#### [WHAT TO PRODUCE]
Check every line in the listing below for "true". Copy the ones where it occurs.

#### [EXTRACTED INFORMATION]
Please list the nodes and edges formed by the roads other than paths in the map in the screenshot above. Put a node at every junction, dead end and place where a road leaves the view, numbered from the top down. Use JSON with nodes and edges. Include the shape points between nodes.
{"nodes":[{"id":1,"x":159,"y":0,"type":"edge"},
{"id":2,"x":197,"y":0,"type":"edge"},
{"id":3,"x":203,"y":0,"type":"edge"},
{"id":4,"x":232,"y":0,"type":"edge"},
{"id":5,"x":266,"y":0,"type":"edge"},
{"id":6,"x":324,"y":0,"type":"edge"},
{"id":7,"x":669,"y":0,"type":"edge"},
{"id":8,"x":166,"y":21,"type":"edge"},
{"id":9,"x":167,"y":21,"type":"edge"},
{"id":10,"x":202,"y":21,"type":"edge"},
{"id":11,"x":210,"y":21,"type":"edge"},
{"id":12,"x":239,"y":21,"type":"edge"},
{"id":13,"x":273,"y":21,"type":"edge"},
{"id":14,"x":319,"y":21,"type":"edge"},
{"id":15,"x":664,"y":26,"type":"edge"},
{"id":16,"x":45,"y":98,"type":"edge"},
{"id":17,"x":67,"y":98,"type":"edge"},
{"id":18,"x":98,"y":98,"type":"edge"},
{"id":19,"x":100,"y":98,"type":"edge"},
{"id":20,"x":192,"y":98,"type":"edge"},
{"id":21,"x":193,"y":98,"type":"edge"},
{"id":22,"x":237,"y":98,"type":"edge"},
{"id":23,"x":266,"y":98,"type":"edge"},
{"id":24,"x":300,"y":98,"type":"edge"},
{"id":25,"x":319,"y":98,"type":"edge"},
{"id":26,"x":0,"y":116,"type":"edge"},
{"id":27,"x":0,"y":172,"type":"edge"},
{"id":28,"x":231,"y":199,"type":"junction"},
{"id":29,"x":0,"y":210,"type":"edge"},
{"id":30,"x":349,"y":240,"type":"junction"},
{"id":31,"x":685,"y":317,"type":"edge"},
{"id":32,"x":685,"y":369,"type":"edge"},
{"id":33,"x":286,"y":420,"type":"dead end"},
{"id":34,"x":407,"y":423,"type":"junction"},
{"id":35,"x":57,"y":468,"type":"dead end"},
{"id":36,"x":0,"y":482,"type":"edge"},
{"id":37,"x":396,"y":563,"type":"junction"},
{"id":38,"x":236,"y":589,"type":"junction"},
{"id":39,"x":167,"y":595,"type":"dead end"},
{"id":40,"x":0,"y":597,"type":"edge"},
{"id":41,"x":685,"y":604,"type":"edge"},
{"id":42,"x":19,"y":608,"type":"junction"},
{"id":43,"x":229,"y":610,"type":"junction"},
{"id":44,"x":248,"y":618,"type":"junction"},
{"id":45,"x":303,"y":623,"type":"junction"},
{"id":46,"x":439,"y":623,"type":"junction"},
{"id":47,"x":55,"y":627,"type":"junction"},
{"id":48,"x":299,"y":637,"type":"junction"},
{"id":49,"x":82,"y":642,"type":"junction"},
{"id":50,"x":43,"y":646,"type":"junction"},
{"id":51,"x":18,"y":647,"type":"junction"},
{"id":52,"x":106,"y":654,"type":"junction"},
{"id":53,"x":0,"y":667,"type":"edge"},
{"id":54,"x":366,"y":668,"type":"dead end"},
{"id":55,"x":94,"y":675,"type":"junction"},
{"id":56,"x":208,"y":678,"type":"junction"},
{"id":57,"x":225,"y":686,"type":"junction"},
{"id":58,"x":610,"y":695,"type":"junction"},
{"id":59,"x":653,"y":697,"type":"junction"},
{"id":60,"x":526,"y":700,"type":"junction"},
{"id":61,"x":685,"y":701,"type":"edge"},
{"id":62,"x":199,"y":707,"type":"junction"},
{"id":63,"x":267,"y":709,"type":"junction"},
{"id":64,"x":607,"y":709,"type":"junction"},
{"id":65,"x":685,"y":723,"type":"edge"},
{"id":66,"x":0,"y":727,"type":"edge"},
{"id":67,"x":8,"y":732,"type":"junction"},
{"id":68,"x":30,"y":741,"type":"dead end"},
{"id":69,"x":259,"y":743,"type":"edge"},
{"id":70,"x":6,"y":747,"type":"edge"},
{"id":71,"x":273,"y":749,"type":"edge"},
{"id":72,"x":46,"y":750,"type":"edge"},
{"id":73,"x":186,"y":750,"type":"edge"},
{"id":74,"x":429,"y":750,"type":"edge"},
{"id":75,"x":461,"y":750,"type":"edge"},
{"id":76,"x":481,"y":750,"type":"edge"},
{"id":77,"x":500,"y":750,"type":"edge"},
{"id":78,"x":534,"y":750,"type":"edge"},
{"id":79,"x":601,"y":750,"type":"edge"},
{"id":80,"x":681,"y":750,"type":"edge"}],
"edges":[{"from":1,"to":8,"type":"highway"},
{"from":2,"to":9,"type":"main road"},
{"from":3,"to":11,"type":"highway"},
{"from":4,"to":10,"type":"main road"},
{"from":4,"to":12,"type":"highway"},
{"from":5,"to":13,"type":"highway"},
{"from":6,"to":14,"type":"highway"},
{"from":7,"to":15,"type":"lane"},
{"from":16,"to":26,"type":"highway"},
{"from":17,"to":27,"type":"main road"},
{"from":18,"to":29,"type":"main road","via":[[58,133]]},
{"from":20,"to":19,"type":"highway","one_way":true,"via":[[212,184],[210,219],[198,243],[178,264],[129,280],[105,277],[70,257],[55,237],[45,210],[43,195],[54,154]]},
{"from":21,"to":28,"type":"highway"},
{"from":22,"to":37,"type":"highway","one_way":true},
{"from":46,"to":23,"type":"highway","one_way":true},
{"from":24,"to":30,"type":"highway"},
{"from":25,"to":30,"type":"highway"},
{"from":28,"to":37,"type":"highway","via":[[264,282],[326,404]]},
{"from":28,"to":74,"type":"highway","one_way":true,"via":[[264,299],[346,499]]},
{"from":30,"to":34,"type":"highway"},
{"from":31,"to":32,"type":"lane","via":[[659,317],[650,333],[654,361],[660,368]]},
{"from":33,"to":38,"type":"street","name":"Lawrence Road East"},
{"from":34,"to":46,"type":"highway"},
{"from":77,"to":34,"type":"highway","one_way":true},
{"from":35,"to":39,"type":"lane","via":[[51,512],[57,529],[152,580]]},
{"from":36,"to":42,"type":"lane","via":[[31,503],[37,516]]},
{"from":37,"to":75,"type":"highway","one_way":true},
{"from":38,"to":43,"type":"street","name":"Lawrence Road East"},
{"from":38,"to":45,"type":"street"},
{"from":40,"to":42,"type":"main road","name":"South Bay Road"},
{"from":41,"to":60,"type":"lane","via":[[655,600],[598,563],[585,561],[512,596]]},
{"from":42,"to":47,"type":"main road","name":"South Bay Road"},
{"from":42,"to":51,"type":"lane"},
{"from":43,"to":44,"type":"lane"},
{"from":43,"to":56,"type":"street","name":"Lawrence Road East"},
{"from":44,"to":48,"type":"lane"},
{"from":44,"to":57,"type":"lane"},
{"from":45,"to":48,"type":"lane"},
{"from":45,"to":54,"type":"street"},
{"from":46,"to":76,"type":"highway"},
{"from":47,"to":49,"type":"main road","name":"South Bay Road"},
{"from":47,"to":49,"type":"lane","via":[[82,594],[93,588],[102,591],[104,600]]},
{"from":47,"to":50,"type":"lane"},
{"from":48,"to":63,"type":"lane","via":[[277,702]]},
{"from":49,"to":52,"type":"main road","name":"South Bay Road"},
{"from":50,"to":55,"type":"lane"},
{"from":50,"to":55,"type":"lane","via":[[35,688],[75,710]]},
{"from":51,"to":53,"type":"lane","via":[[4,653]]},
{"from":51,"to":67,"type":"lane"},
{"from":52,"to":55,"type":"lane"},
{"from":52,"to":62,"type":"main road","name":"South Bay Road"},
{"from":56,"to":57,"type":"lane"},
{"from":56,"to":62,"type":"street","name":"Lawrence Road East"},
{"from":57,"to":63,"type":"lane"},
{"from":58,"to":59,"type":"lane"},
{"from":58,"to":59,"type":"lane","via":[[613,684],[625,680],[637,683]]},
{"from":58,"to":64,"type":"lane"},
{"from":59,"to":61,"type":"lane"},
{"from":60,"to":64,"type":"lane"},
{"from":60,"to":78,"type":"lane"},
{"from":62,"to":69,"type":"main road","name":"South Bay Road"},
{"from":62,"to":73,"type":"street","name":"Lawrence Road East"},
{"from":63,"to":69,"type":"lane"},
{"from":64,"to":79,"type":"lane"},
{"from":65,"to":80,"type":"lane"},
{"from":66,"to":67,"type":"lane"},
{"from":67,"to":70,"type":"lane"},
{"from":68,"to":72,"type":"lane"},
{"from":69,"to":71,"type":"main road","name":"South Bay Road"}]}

#### [RESULT]
{"from":20,"to":19,"type":"highway","one_way":true,"via":[[212,184],[210,219],[198,243],[178,264],[129,280],[105,277],[70,257],[55,237],[45,210],[43,195],[54,154]]},
{"from":22,"to":37,"type":"highway","one_way":true},
{"from":46,"to":23,"type":"highway","one_way":true},
{"from":28,"to":74,"type":"highway","one_way":true,"via":[[264,299],[346,499]]},
{"from":77,"to":34,"type":"highway","one_way":true},
{"from":37,"to":75,"type":"highway","one_way":true},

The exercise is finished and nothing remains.